However will these lives intersect?
Juneau returns to her village from a hunt to find it destroyed, razed to the ground. All her loved ones are missing, all remaining is a message from her father. "Juneau, Run!" She sets out to find her father, her friends, her mentor Whit. Juneau consults the Yara, she sees the signs, she knows who to ask. A crazy homeless woman may not be who she seems, anything could carry a message, and Juneau, with her training, knows where to look. The signs tell her to go to Seattle.
Miles is working in his father's mail room. He is desperate, bored, seething to get his father's attention and time, to beg him to help him with his admission to Yale. He sees an email in his father's inbox. His father is searching for a missing girl, one with a starburst in her eyes.
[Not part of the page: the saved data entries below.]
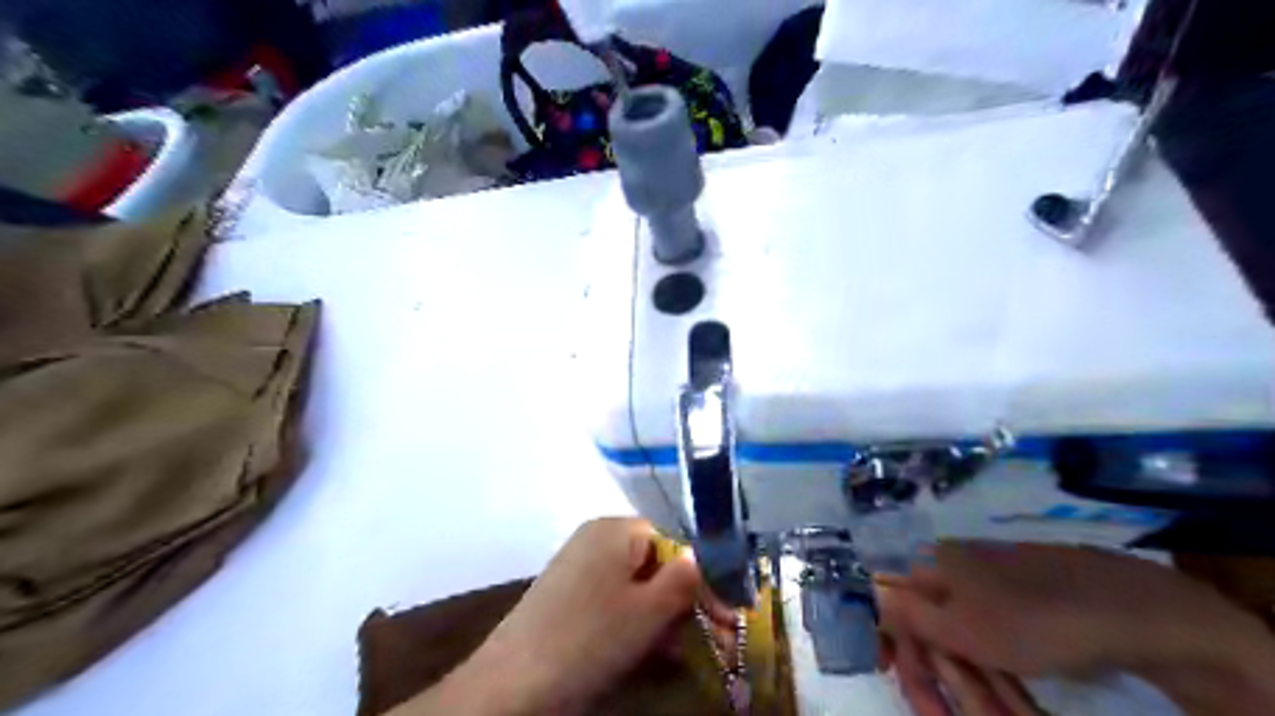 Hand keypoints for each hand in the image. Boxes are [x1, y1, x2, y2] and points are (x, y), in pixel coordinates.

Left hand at [410, 521, 694, 715]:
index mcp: (615, 529)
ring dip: (660, 614)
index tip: (722, 610)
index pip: (672, 539)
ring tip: (677, 648)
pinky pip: (611, 598)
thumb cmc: (591, 637)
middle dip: (681, 598)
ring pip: (634, 583)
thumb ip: (684, 580)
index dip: (699, 575)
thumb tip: (700, 558)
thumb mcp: (649, 611)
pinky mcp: (565, 593)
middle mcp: (595, 538)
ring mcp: (577, 565)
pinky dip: (632, 619)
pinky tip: (644, 648)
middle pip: (653, 561)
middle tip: (707, 634)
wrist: (514, 682)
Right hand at [879, 543, 1274, 714]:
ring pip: (969, 637)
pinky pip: (999, 639)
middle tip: (945, 713)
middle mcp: (958, 566)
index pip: (893, 597)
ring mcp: (996, 581)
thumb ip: (909, 614)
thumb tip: (872, 595)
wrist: (1134, 613)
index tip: (887, 671)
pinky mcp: (1028, 599)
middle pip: (933, 625)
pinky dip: (1003, 674)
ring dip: (976, 685)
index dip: (889, 637)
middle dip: (941, 677)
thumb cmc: (1034, 621)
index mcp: (936, 564)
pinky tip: (1018, 701)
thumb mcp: (962, 627)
Bingo. Miles comes up with an exceptionally brilliant plan (to him) to find the girl. She is likely in Seattle. Once he gets to Seattle...the plan doesn't seem so brilliant after all. It is downright dumb.
But as I walk I begin to get an idea of the scale of the city and start to realize how stupid my plan is. It would be like trying to spot a friend at the Super Bowl without having a clue where their seat is. How in the world am I going to find one girl in the middle of this enormous city? I am well and truly fucked.
It is fate. The Yara knows all, and it draws Juneau and Miles together, improbably. Miles doesn't know what Juneau is capable of, he only knows that he needs to get her back to his father, in order to get back into his graces. His first impression of Juneau is not a good one.
You’d think she was seeing everything for the first time. Like she’s Tarzan or something—raised by wolves in the deepest, darkest forest. And then there’s the fact that she keeps stopping people and asking their name.
Luckily for Miles, the Yara told Juneau that he is the person she has been waiting for. The one who will help her with her quest to find her family, her mentor, her clan. They join forces, and Miles acts as bewildered chauffeur to a very, very strange girl. There are a lot of trust issues. He thinks she's fucking nuts.
I’m lying here in a tent, pretending to be asleep but actually fearing for my life as I watch a bunny murderer have a conversation with our campfire.
She thinks he's a fucking moron.
He is likely the stupidest boy I have ever met.
He has lived what Dennis would call “a fortunate life, unfortunately for the rest of the world.” The blissfully ignorant spawn of the rich.
These two will have to learn to trust each other, and believe in one another. There is a large barrier separating them, that of credibility. He will have to trust in her abilities. She will have to trust him with her secrets.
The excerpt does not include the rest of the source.